Downie and Heyward and their team interviewed more than 75 news leaders, journalists and other experts before developing a set of six guidelines for producing trustworthy news.
“Beyond Objectivity” offers the following guiding principles: move beyond accuracy to truth; unlock the real power of diversity, inclusion and identity; create a credible policy for journalists’ social media and political activities; focus on essential original reporting; show your work as an integral part of the journalism process; and develop a set of core values for the newsroom to live by.
“If we’ve done our job, the whole is greater than the sum of the parts. If a newsroom does all of these things, it’s transformative,” said Heyward, senior research professor at the Cronkite School. “Even if it’s not a revolution, it’s a significant evolution. It’s going to require a new generation of leadership that embraces these principles.”
Some newsrooms are already focusing on diversifying their staffs and the communities they cover, but Heyward says more can be done.
“There’s a focus on diversity. We’re recommending a greater, sharper, more intense focus, which actually treats diversity not just as a statistical or moral imperative, even though it’s both of those things, but as a way to unlock new riches from your own team,” Heyward said. “The idea is not to bring a bunch of people in and sand them down, so they all fit a preconceived mold, but rather bring them in and use their diverse talents and perspectives to enrich your journalism and service to a more diverse public.”
The report will be distributed to journalism schools, news organizations and journalism associations, and it will be available on the Knight-Cronkite News Lab website as a resource.
The Cronkite School will also create a series of workshops that will apply the report’s findings to the work and culture of individual newsrooms — part of what the authors hope becomes a continuing conversation about journalism’s core values that helps preserve and strengthen the public’s trust in reliable reporting.
The report may become a living document that is updated periodically to address issues that arise in the media, Heyward said, citing as an example the debate that sprang up in newsrooms over how to cover the Supreme Court decision overturning Roe v. Wade.

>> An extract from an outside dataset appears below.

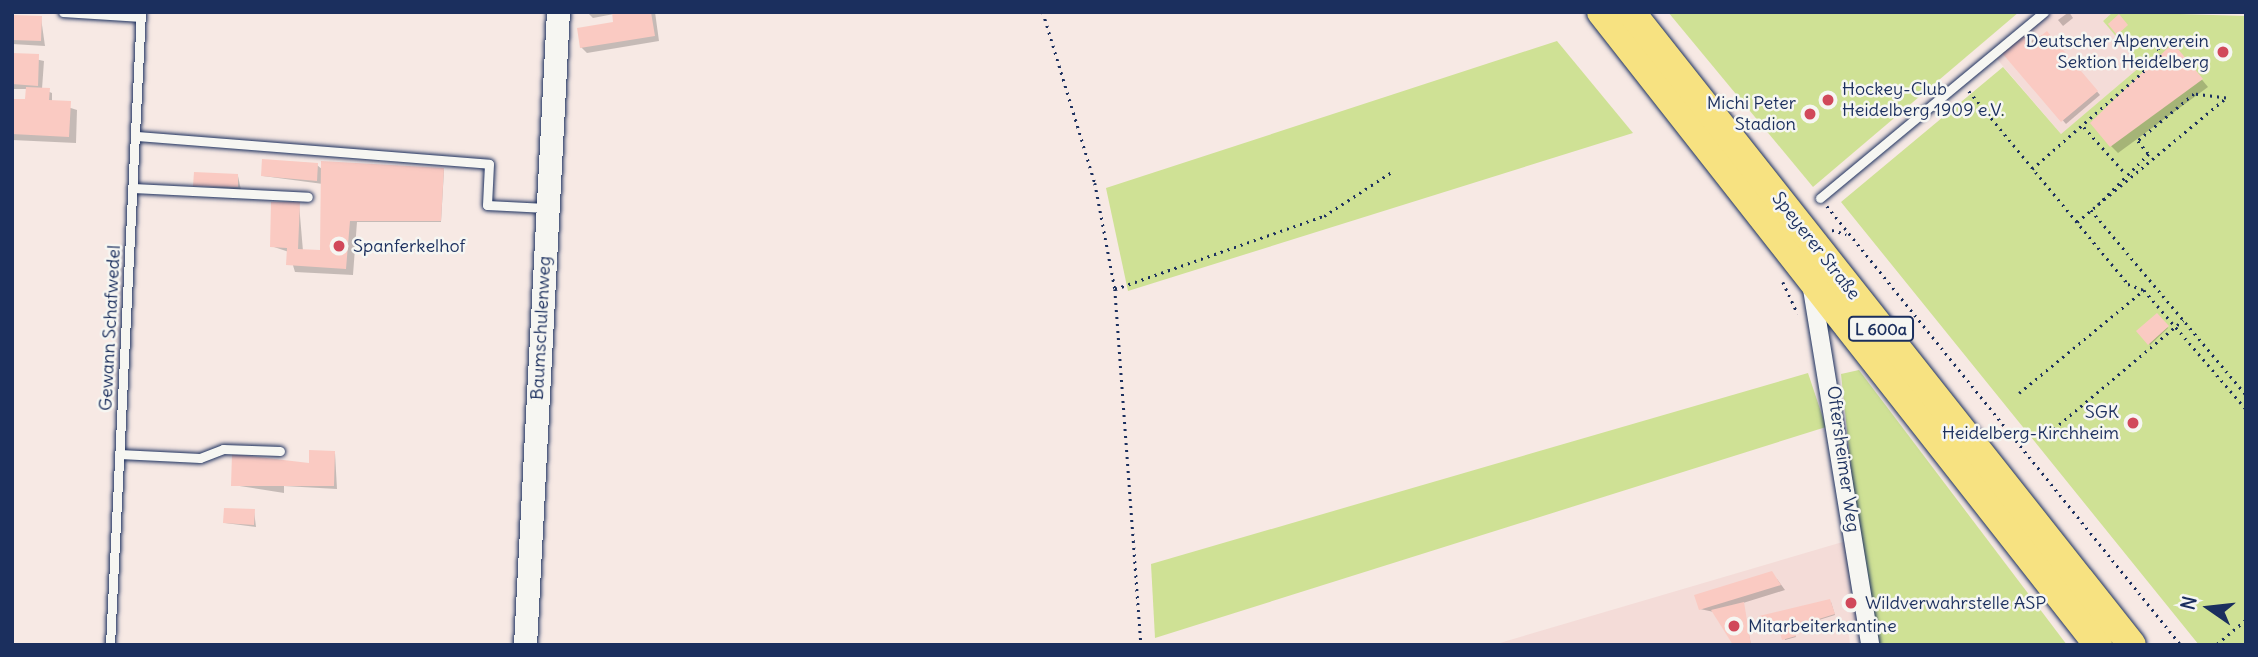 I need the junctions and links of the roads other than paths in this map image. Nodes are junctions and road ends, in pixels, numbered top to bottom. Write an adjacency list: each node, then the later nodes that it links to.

The Stanton Foundation awarded the Cronkite School a $150,000 grant to research the concept of journalistic objectivity in today’s newsrooms. Frank Stanton is widely regarded as one of the television industry’s founding fathers and served as president of CBS for nearly 30 years. The Stanton Foundation played no role in the development or dissemination of the report, and the contents are entirely an independent product of ASU.